Hacking brain development to test models of sensory coding

Abstract

Animals can discriminate myriad sensory stimuli but can also generalize from learned experience. You can probably distinguish the favorite teas of your colleagues while still recognizing that all tea pales in comparison to coffee. Tradeoffs between detection, discrimination, and generalization are inherent at every layer of sensory processing. During development, specific quantitative parameters are wired into perceptual circuits and set the playing field on which plasticity mechanisms play out. A primary goal of systems neuroscience is to understand how material properties of a circuit define the logical operations-computations--that it makes, and what good these computations are for survival. A cardinal method in biology-and the mechanism of evolution--is to change a unit or variable within a system and ask how this affects organismal function.
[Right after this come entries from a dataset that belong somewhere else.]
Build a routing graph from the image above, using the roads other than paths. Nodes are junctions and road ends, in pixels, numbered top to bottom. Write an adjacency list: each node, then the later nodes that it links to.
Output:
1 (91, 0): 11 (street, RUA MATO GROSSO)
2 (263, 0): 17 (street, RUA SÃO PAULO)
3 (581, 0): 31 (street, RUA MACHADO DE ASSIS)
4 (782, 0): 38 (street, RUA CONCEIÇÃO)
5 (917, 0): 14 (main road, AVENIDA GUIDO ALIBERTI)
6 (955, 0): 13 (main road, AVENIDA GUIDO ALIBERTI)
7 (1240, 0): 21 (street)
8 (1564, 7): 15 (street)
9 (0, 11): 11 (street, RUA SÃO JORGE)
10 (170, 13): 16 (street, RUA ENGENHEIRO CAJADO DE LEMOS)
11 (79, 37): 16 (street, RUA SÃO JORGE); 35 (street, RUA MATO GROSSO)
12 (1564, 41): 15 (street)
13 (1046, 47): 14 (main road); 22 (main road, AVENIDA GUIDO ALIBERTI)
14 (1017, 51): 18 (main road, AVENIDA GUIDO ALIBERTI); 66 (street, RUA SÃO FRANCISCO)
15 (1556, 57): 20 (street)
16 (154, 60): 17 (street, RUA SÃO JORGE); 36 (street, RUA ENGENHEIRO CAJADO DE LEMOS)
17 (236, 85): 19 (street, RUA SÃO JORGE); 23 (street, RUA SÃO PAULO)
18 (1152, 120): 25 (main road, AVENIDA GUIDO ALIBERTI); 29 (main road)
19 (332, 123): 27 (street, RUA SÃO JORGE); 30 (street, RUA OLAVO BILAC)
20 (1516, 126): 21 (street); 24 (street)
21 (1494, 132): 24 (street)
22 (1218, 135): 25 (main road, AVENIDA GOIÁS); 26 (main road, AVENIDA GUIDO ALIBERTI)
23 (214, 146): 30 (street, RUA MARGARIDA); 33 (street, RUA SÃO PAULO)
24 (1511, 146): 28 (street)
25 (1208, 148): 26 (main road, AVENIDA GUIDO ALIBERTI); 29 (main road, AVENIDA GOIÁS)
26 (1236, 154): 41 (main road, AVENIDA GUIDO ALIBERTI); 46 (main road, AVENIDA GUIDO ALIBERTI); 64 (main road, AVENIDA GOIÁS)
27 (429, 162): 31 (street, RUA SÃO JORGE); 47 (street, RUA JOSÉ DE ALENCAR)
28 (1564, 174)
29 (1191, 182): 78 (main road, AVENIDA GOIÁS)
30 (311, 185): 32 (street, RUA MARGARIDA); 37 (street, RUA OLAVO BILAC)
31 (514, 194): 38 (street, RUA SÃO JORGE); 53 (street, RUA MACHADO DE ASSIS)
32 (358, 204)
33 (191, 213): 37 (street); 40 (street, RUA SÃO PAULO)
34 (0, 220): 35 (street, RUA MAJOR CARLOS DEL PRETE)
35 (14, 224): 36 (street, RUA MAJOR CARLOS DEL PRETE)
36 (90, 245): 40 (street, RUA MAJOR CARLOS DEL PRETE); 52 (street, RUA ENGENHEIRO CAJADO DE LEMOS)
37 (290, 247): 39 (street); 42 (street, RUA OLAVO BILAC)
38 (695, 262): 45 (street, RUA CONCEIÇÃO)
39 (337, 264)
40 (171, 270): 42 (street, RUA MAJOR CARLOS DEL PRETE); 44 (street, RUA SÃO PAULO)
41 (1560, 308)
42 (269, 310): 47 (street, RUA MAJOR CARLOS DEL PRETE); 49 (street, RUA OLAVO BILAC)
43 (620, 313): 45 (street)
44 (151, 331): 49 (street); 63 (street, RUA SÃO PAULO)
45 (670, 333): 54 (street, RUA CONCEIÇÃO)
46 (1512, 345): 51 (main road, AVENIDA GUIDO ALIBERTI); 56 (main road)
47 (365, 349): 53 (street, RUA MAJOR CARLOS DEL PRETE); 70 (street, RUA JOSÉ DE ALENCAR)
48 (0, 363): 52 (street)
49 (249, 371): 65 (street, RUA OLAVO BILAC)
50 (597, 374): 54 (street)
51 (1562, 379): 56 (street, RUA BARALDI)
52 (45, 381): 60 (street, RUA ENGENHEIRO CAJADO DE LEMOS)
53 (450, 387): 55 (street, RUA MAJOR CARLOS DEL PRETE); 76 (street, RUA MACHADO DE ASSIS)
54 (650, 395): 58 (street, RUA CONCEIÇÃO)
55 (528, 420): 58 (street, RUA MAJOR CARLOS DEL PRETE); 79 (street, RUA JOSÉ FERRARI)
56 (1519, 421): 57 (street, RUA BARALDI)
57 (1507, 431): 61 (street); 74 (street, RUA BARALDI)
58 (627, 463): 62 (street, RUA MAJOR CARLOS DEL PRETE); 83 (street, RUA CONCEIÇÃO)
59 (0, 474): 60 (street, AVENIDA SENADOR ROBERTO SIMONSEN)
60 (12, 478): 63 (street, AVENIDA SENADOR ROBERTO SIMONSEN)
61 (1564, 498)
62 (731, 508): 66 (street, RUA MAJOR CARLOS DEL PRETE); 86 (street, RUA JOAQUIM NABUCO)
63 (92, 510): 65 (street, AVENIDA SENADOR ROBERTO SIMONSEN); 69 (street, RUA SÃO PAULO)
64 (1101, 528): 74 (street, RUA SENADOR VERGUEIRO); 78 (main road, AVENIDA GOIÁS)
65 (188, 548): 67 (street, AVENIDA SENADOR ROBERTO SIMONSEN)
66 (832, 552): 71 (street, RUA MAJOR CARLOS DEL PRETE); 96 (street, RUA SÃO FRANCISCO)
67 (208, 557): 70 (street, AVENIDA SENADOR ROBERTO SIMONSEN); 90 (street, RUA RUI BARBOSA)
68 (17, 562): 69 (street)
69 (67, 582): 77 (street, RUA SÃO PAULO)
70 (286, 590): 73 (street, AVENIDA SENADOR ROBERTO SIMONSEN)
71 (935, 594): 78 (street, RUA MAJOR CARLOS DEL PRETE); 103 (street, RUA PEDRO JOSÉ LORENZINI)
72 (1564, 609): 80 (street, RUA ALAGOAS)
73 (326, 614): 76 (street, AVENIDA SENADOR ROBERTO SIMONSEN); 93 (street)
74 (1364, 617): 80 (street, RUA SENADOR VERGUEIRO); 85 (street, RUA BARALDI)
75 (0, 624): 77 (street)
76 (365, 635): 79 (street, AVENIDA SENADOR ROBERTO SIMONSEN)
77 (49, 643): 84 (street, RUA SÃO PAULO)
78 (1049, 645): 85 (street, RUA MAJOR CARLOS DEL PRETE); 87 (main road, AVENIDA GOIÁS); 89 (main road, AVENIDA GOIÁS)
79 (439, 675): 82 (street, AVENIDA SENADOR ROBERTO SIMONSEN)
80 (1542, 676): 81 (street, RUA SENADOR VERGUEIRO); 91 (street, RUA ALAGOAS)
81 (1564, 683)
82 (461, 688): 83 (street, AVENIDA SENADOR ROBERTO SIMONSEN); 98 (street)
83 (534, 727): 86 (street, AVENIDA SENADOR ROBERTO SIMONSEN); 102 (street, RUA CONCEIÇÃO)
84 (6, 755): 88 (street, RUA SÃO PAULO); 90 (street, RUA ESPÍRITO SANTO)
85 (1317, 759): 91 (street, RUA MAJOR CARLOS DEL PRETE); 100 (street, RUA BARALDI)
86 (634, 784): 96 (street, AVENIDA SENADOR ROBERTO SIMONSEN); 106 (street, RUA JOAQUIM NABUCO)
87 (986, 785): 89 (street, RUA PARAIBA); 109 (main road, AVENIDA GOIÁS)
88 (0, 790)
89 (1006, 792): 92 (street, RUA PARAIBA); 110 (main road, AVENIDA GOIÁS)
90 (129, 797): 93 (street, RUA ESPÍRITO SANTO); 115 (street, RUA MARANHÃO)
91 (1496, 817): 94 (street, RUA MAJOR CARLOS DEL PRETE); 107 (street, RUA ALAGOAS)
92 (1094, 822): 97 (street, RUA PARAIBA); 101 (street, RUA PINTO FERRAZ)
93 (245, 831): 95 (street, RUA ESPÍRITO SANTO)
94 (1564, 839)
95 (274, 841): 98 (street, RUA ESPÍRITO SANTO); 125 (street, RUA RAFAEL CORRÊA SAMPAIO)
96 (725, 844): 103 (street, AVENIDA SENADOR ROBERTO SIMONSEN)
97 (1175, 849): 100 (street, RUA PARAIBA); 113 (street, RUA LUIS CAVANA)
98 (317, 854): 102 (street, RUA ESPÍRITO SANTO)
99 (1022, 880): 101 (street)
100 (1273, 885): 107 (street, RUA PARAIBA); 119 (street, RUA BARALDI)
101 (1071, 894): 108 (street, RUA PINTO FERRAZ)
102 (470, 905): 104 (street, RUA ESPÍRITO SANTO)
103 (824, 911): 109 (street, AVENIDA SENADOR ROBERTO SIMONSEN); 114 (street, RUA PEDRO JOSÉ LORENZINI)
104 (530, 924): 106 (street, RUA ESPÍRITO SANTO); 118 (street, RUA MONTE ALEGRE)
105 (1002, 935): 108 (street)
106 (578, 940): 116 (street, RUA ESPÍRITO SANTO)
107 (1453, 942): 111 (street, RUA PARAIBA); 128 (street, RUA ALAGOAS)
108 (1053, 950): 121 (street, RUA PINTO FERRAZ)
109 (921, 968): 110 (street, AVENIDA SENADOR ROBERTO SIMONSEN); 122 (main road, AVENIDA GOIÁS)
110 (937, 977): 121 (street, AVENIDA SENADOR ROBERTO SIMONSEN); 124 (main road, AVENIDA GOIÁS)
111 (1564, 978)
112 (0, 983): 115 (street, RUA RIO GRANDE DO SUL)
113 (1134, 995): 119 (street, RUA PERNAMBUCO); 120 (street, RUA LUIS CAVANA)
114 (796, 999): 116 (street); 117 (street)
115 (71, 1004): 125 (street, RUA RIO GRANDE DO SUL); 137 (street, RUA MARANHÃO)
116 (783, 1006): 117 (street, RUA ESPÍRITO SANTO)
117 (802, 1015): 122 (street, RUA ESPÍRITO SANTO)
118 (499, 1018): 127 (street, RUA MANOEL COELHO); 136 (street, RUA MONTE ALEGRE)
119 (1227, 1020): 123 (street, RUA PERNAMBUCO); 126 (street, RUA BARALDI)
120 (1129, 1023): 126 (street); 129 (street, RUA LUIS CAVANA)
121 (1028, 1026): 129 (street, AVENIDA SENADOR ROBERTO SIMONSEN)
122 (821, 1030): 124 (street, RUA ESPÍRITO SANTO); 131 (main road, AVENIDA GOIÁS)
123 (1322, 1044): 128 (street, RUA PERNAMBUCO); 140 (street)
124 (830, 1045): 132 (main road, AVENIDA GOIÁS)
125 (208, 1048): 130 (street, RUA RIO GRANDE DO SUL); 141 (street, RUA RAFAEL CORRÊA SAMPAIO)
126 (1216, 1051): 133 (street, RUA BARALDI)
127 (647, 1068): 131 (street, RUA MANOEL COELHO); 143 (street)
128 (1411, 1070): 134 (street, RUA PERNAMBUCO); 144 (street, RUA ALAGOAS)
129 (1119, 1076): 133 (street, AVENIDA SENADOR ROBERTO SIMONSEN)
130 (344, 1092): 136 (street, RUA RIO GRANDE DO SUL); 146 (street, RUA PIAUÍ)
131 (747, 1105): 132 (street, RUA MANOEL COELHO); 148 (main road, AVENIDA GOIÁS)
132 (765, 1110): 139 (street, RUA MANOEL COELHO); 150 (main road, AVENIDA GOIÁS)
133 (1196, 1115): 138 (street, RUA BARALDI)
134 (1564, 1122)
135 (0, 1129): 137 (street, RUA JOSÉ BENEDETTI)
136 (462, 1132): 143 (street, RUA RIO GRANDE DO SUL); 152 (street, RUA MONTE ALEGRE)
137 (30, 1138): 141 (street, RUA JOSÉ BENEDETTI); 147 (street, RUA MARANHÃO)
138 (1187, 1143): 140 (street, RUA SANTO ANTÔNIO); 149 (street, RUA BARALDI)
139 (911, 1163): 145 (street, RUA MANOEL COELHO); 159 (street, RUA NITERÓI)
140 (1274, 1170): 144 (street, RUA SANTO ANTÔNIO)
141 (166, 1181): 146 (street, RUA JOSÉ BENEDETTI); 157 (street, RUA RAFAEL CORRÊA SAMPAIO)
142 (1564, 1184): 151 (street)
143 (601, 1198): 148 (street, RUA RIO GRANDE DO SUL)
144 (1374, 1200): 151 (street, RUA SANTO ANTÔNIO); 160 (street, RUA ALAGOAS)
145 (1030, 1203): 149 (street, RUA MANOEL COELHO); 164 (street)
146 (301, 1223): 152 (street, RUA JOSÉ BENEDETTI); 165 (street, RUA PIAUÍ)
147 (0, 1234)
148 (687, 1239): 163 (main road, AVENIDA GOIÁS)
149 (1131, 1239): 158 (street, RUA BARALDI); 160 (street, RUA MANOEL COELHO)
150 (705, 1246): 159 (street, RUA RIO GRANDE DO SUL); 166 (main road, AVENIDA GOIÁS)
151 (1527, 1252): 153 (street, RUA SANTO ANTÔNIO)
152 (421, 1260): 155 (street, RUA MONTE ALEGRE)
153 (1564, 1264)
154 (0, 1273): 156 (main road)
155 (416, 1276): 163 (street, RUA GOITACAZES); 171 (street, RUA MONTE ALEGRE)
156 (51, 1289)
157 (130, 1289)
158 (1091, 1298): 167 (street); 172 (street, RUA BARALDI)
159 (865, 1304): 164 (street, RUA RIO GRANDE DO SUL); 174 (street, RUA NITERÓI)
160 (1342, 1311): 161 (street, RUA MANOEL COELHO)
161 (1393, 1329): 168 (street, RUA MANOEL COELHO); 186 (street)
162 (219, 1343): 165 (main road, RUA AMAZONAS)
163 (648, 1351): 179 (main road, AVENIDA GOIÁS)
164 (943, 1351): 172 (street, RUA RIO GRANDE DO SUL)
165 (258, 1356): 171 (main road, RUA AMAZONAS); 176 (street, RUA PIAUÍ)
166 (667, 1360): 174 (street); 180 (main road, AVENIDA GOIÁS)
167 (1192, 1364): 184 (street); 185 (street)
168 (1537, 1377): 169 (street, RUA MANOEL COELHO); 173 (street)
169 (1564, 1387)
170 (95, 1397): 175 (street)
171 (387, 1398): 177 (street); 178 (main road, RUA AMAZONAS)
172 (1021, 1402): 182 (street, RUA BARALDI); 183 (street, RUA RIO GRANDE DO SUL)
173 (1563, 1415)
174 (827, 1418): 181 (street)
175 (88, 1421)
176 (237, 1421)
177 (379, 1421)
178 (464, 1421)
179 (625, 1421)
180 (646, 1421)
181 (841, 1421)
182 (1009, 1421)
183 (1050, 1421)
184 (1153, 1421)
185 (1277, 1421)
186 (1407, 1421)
Here, we make use of our knowledge of developmental wiring mechanisms to modify hard-wired circuit parameters in the Drosophila melanogaster mushroom body and assess the functional and behavioral consequences. By altering the number of expansion layer neurons (Kenyon cells) and their dendritic complexity, we find that input number, but not cell number, tunes odor selectivity. Simple odor discrimination performance is maintained when Kenyon cell number is reduced and augmented by Kenyon cell expansion.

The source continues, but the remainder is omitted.